*What you should do*
From the top of the records below down to the line containing "pinky pip: (1253, 746)", reproduce every line exactly.

Data extracted from a collection
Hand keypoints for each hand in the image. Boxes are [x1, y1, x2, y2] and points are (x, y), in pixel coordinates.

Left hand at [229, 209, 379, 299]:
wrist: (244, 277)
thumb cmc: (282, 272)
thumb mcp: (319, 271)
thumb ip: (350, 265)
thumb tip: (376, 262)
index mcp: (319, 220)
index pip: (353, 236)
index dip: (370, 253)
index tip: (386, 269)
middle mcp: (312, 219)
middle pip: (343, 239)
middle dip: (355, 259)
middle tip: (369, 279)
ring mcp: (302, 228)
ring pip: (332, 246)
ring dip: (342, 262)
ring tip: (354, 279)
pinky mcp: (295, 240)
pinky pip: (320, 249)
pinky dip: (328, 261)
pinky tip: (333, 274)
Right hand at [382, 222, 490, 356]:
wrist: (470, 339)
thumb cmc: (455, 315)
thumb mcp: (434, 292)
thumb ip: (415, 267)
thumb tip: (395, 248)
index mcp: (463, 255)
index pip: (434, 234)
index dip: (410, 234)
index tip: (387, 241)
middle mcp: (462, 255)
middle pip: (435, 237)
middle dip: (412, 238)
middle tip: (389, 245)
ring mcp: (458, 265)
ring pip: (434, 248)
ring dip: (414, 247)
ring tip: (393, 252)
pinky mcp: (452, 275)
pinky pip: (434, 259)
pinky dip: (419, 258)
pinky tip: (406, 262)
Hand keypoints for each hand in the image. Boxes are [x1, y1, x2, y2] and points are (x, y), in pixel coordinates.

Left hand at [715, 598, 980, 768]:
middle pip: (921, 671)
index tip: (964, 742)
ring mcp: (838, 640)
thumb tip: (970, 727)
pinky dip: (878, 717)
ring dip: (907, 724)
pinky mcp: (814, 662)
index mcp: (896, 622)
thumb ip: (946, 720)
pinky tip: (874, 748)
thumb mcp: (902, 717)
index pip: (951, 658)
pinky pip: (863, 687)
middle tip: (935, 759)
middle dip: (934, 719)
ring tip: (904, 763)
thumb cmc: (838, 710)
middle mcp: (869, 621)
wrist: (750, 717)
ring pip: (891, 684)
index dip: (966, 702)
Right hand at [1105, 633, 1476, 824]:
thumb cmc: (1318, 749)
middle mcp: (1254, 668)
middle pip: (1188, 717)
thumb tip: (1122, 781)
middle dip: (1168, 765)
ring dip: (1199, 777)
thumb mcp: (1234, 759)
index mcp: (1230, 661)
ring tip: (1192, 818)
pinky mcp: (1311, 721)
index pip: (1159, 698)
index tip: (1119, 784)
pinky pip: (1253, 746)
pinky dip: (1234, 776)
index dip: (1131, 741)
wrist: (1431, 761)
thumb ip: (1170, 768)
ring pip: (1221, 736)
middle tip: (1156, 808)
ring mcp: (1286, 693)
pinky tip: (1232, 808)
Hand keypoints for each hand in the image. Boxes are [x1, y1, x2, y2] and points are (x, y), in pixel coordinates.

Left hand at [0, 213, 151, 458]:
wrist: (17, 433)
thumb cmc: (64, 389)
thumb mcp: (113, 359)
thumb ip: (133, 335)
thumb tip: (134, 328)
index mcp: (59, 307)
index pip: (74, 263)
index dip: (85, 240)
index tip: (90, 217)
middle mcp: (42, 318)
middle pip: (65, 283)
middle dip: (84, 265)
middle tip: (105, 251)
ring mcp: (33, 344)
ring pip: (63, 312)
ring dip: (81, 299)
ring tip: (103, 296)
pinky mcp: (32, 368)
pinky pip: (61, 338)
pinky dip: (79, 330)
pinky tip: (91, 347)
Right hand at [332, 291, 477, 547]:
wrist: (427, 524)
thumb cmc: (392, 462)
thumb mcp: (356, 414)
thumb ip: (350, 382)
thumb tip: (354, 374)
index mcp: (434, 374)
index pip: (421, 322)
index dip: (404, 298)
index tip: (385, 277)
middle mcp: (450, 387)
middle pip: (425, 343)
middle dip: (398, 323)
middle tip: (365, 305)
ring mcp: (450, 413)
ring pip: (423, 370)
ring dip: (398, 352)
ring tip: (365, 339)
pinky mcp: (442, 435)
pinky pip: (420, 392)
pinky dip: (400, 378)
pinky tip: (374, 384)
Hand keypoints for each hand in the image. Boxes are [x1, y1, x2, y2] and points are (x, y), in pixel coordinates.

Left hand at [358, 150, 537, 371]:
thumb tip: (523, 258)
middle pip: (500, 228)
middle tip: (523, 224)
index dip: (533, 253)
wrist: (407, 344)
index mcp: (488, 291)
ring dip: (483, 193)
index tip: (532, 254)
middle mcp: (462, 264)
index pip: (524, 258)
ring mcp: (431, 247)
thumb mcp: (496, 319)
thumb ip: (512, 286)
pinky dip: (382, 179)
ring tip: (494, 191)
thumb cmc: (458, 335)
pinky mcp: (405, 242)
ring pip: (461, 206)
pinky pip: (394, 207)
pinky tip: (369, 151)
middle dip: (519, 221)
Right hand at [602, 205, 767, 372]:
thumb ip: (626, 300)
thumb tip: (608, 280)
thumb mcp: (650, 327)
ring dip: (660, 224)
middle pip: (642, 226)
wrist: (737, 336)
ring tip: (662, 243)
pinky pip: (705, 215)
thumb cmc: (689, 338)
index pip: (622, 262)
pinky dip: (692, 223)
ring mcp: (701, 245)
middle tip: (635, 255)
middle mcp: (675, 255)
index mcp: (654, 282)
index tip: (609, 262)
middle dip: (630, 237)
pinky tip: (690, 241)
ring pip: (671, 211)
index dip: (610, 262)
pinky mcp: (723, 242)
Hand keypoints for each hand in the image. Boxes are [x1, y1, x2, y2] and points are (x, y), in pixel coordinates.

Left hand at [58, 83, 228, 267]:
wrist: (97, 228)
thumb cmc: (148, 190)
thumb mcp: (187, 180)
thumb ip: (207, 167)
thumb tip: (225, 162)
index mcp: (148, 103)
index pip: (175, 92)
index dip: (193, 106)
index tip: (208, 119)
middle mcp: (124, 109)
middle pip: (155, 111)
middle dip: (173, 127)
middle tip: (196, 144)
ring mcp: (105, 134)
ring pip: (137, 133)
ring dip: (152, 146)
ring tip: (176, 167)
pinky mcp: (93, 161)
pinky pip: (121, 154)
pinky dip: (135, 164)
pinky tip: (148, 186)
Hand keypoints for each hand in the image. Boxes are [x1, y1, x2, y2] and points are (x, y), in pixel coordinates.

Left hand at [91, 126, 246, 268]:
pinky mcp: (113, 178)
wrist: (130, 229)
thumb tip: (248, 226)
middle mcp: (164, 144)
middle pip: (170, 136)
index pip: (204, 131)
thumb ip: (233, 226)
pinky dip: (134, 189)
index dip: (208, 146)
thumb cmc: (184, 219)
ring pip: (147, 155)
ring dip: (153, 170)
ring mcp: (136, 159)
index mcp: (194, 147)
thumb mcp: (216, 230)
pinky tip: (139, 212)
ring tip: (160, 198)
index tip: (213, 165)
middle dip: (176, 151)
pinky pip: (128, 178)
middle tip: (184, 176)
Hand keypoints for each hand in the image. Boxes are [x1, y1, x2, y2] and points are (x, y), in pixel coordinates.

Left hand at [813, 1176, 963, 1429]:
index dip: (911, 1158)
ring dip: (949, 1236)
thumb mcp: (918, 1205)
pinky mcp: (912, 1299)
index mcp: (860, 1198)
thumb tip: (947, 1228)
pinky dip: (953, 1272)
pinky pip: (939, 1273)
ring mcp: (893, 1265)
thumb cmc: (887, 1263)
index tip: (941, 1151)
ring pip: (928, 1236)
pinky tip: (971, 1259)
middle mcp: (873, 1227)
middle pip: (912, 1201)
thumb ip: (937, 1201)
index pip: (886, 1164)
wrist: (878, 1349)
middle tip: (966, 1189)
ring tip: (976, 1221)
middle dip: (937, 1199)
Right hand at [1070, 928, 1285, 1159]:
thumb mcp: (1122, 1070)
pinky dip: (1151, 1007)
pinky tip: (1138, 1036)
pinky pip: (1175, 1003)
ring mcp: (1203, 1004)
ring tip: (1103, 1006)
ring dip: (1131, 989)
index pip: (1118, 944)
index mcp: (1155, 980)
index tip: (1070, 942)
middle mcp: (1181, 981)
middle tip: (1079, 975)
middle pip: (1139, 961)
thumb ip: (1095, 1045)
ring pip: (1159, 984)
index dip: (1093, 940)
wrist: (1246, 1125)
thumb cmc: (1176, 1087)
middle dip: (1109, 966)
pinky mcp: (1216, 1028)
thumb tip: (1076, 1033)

*Expected output*
Hand keypoints for each hand in the image. Boxes are [x1, y1, x2, y2] and points are (x, y), in pixel coordinates.

Left hand at [229, 209, 379, 299]:
wrist: (244, 277)
thumb cmc: (282, 272)
thumb mcp: (319, 271)
thumb ip: (350, 265)
thumb tip: (376, 262)
index mcp: (319, 220)
index pip: (353, 236)
index dip: (370, 253)
index tip: (386, 269)
middle mcp: (312, 219)
middle pip: (343, 239)
middle dip: (355, 259)
middle tip: (369, 279)
ring mcp: (302, 228)
ring pip: (332, 246)
ring dip: (342, 262)
ring tip: (354, 279)
pinky mcp: (295, 240)
pinky pip: (320, 249)
pinky dip: (328, 261)
pinky tip: (333, 274)
Right hand at [382, 222, 490, 356]:
wrist: (470, 339)
thumb cmc: (455, 315)
thumb mcp: (434, 292)
thumb ip: (415, 267)
thumb tip: (395, 248)
index mcp: (463, 255)
index pip: (434, 234)
index dip: (410, 234)
index tip: (387, 241)
middle mcp: (462, 255)
middle pip: (435, 237)
middle dip: (412, 238)
middle tip: (389, 245)
ring mcp: (458, 265)
ring pip: (434, 248)
ring dip: (414, 247)
ring tip: (393, 252)
pinky mcp: (452, 275)
pinky pip: (434, 259)
pinky dip: (419, 258)
pinky tip: (406, 262)
Hand keypoints for each hand in the image. Boxes are [x1, y1, x2, y2] and points are (x, y), in pixel coordinates.

Left hand at [715, 598, 980, 768]:
middle pip: (921, 671)
index tip: (964, 742)
ring mcp: (838, 640)
thumb tip: (970, 727)
pinky dip: (878, 717)
ring dip: (907, 724)
pinky mcp: (814, 662)
index mcp: (896, 622)
thumb ip: (946, 720)
pinky tip: (874, 748)
thumb mcp: (902, 717)
index pip: (951, 658)
pinky pip: (863, 687)
middle tip: (935, 759)
middle dip: (934, 719)
ring tip: (904, 763)
thumb cmc: (838, 710)
middle mcp: (869, 621)
wrist: (750, 717)
ring pip: (891, 684)
index dip: (966, 702)
Right hand at [1105, 633, 1476, 824]:
thumb cmc: (1318, 749)
middle mcp: (1254, 668)
middle pip: (1188, 717)
thumb tip: (1122, 781)
middle dip: (1168, 765)
ring dip: (1199, 777)
thumb mcp: (1234, 759)
index mcp: (1230, 661)
ring tip: (1192, 818)
pinky mcp: (1311, 721)
index pip: (1159, 698)
index tip: (1119, 784)
pinky pip: (1253, 746)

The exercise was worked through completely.